**What is needed**
Entries follow. Give back exactly the lines starting at the one containing "middle tip: (859, 662)" and ending at the one containing "ring dip: (1203, 771)", and no other lines.

**Data to examine**
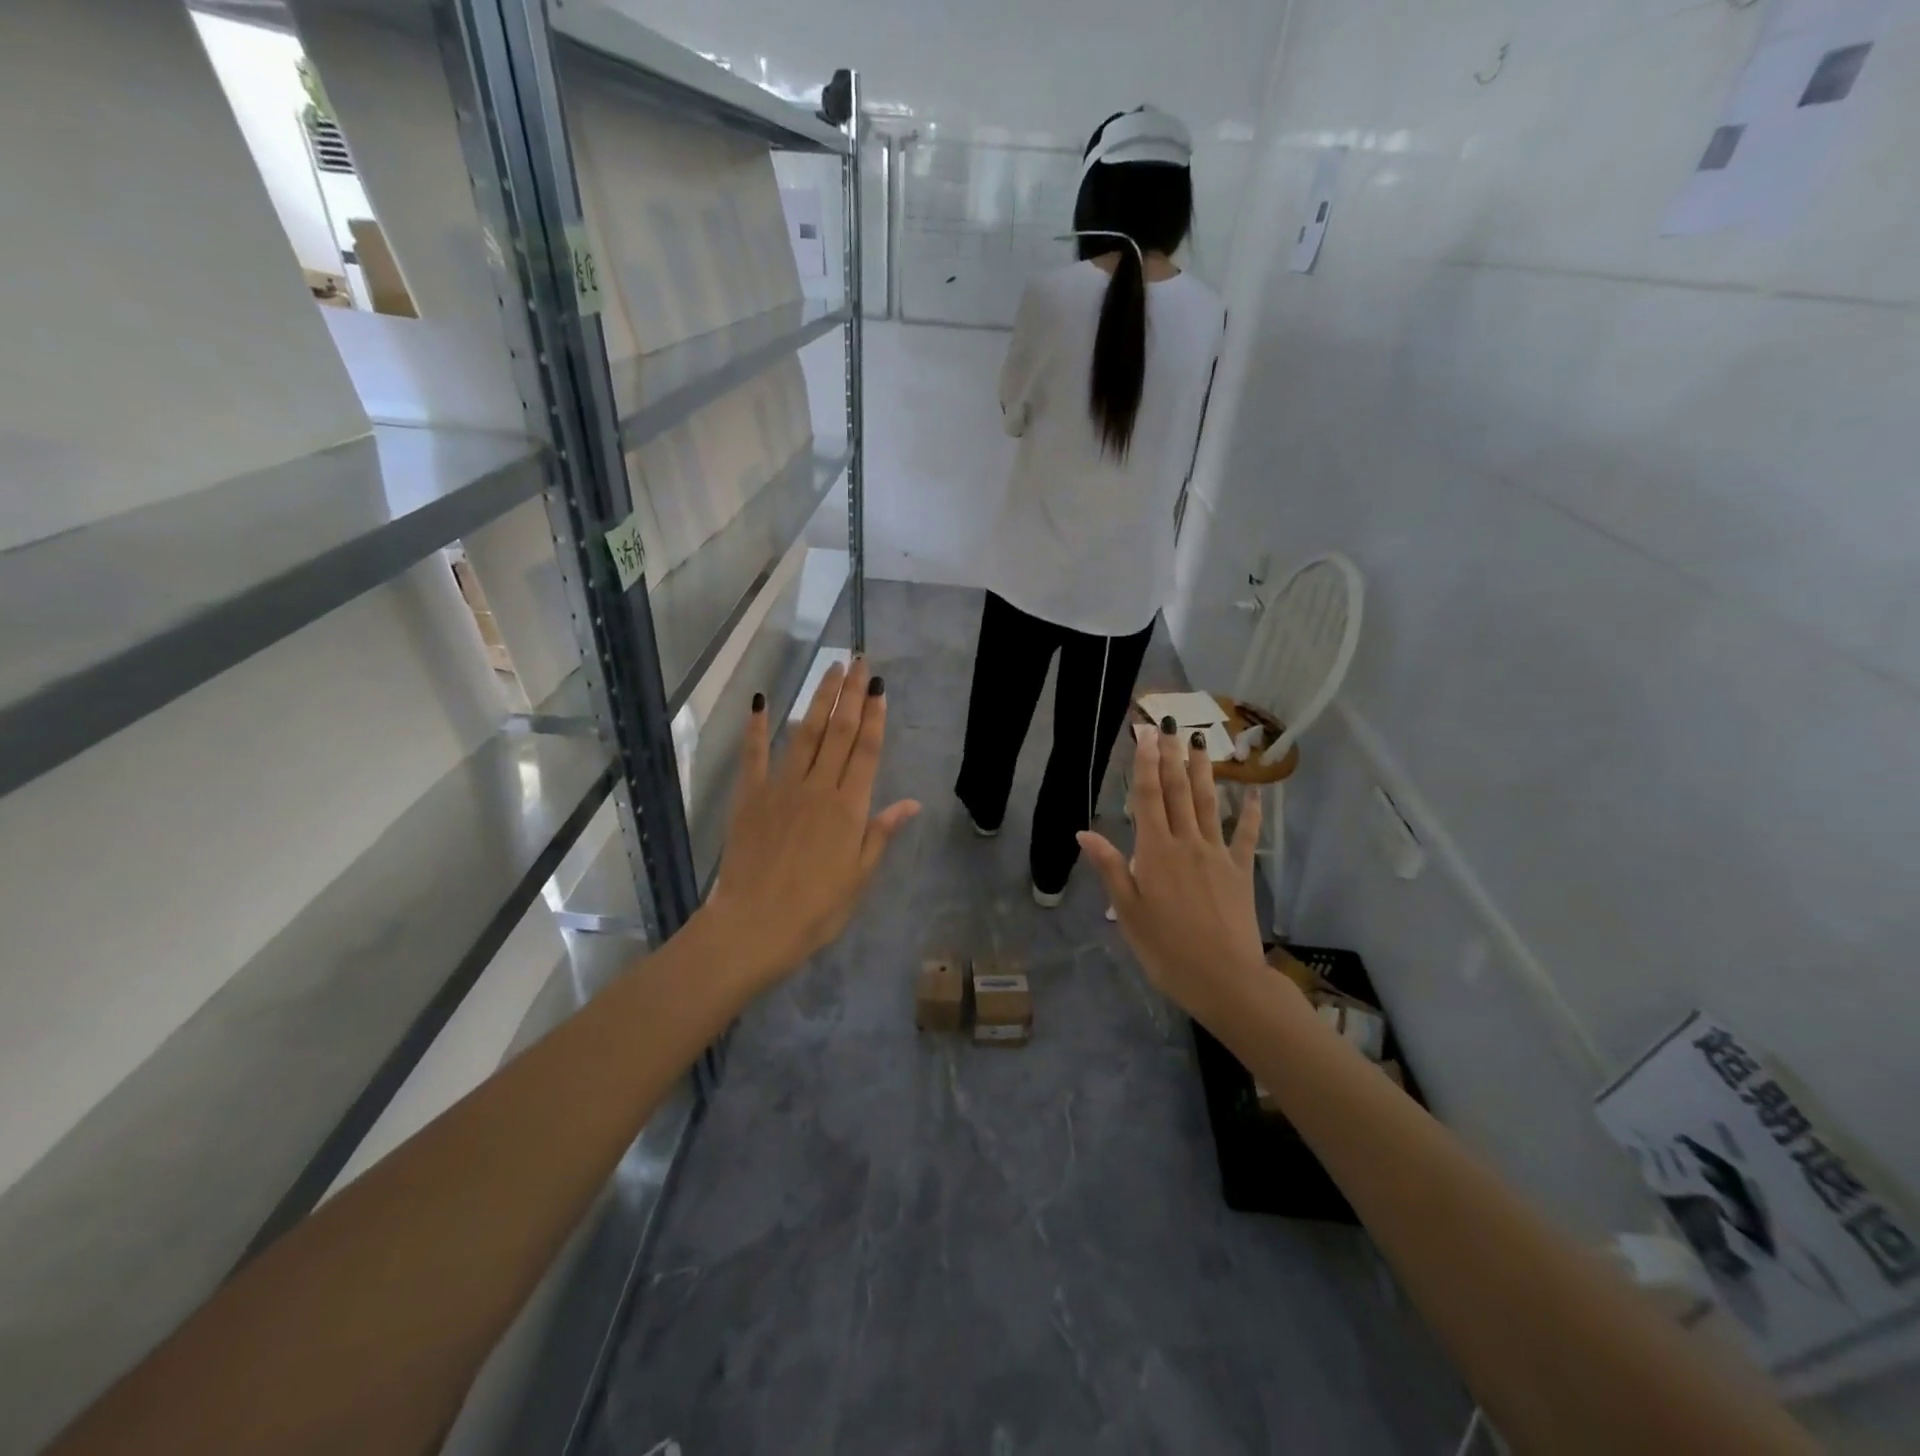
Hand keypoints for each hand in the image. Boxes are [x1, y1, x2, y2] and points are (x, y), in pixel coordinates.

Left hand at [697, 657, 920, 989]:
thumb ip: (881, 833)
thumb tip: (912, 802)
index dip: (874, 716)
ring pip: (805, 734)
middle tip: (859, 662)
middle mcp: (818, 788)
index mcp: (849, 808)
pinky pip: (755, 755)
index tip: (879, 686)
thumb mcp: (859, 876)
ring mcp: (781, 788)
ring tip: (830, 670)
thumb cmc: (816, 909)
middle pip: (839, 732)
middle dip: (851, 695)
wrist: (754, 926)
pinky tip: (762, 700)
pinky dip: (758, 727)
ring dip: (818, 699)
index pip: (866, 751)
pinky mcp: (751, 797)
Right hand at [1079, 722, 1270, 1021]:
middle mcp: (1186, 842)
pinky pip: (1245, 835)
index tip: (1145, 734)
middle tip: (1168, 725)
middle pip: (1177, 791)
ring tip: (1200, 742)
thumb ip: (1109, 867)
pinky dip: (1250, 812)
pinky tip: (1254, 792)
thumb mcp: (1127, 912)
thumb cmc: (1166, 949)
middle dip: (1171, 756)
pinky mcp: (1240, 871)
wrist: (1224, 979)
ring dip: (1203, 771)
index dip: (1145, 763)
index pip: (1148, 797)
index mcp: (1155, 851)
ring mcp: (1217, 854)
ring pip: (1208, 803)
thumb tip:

**Response to this exercise**
middle tip: (859, 662)
middle mcp: (818, 788)
index mcp: (849, 808)
pinky pip: (755, 755)
index tip: (879, 686)
thumb mcp: (859, 876)
ring mcp: (781, 788)
ring tip: (830, 670)
thumb cmc: (816, 909)
middle pip: (839, 732)
middle dip: (851, 695)
wrist: (754, 926)
pinky tip: (762, 700)
pinky dip: (758, 727)
ring dip: (818, 699)
index pip: (866, 751)
pinky mcp: (751, 797)
Right hand at [1079, 722, 1270, 1021]:
middle mcp: (1186, 842)
pinky pip: (1245, 835)
index tip: (1145, 734)
middle tip: (1168, 725)
middle pip: (1177, 791)
ring tip: (1200, 742)
thumb ip: (1109, 867)
pinky dip: (1250, 812)
pinky tip: (1254, 792)
thumb mcp: (1127, 912)
thumb cmc: (1166, 949)
middle dip: (1171, 756)
pinky mcp: (1240, 871)
wrist: (1224, 979)
ring dip: (1203, 771)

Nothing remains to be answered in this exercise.